Ronald Janssen (DSO gemeente Den Haag) licht toe om hoeveel woningen het in Den Haag gaat. In 2015 zijn er veel meer vluchtelingen naar Nederland gekomen dan in de afgelopen jaren. Een groot deel van hen krijgt een verblijfsvergunning. Deze statushouders vertrekken uit het asielzoekerscentrum als zij een woning toegewezen krijgen. Elk jaar krijgt iedere gemeente in Nederland een aantal statushouders toegewezen die zij moeten huisvesten. Er komen 1200 mensen naar Den Haag en de gemeente heeft toegezegd 700 mensen extra te huisvesten. Tel daar nog een achterstand van 200 mensen bij op en het totaal komt op 2100 statushouders. Met een gemiddelde van 1,3 personen per woning gaat het om 1600 woningen in 2016.

Jaarlijks komen er in Den Haag ongeveer 5000 sociale huurwoningen vrij. Daarvan worden er al een aantal jaar tussen de 500 en 600 woningen toegewezen aan statushouders. Dat zal in 2016 ook het geval zijn. Nu het aantal oploopt wil de gemeente niet alle vluchtelingen huisvesten in de bestaande voorraad sociale huurwoningen. In sommige Nederlandse gemeenten is het percentage vrijkomende woningen dat wordt toegewezen aan statushouders al opgelopen naar 50%. Den Haag wil echter voorkomen dat de wachttijden voor andere woningzoekenden oplopen. De gemeente bekijkt daarom nu wat andere mogelijke locaties en mogelijkheden zijn voor bijvoorbeeld containerwoningen en transformatie van kantoren of verzorgingshuizen naar woningen. Het voormalig ministerie van SZW in het Bezuidenhout en de gevangenis in Scheveningen zijn serieuze opties. Om tegelijkertijd extra woningen voor Haagse starters te realiseren en hen met de vluchtelingen te mixen, zet de gemeente in op 2000 nieuwe wooneenheden in 2016. Een enorme opgave, want de grote vraag is wie deze woningen met een onrendabele top – het negatieve verschil tussen investering en opbrengst – daadwerkelijk gaat realiseren en financieren.

Minister Blok stelt wel geld beschikbaar, maar alleen voor sobere voorzieningen waarbij ten minste vier personen samenwonen in één woning. Aangezien een groot deel van de vluchtelingen alleenstaand is – gezinshereniging volgt eventueel later – gaat het dan helemaal niet om cohousing met zelfstandige woningen, maar om woongroepen met onzelfstandige woonruimte vergelijkbaar met studentenwoningen.
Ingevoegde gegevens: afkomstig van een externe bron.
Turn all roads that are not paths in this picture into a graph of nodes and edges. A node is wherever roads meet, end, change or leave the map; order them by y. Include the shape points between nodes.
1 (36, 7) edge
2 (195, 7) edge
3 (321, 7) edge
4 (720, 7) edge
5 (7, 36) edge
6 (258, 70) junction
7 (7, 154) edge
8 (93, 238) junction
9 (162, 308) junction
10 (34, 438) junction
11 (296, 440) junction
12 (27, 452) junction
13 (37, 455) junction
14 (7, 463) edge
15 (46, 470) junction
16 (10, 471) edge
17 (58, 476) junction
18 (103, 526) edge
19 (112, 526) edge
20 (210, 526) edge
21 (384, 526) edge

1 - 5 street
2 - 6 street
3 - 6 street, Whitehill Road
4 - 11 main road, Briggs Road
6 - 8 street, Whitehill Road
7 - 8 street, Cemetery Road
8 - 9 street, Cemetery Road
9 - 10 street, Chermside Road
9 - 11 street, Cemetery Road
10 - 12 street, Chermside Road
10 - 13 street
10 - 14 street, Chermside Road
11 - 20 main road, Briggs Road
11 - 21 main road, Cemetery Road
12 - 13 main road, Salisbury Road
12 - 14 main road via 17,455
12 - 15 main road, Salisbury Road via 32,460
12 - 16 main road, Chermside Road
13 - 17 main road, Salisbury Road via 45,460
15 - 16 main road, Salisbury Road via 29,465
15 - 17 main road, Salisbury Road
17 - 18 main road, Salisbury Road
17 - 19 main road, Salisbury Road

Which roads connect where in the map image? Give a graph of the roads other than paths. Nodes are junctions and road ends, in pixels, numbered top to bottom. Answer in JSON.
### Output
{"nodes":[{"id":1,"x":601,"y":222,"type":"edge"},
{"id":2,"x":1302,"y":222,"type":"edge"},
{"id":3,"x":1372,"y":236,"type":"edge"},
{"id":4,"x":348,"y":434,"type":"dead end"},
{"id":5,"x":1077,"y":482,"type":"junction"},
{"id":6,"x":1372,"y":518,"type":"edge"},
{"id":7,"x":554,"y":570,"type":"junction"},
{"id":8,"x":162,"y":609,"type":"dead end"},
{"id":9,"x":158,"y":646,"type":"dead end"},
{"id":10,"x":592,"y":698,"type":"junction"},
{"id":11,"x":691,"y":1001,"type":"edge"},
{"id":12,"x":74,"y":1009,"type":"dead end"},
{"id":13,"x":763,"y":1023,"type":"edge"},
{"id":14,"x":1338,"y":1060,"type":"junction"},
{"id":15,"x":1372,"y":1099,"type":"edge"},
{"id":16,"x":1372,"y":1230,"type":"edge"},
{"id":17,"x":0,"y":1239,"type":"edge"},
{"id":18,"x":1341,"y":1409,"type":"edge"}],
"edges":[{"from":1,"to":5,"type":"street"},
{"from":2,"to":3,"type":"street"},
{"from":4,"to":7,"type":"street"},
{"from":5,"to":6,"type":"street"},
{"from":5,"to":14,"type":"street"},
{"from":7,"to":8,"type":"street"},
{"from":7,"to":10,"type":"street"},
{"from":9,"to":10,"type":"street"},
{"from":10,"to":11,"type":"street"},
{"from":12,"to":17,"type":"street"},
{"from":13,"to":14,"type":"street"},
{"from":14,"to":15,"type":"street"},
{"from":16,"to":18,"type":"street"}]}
Deze onzelfstandige woonvorm is, na de noodopvang en het asielzoekerscentrum, eigenlijk weer een vorm van tijdelijke huisvesting met een hoog verloop. Dat maakt het voor bewoners die veelal behoefte hebben aan rust en stabiliteit, toch lastiger een nieuw bestaan op te bouwen in Nederland. Deze voorwaarde van Blok voor de subsidie is dus vooral een slimme bezuinigingsmaatregel. Want doordat er vier personen samenwonen wordt er bespaard op de bijstand en men heeft geen recht op huursubsidie.

Artikel naar aanleiding van Stadslab ‘Van Leegstand naar Nieuw (T)huis’ op 16 november 2015 georganiseerd door de Stadsambassade Den Haag, een netwerk van stadsmakers.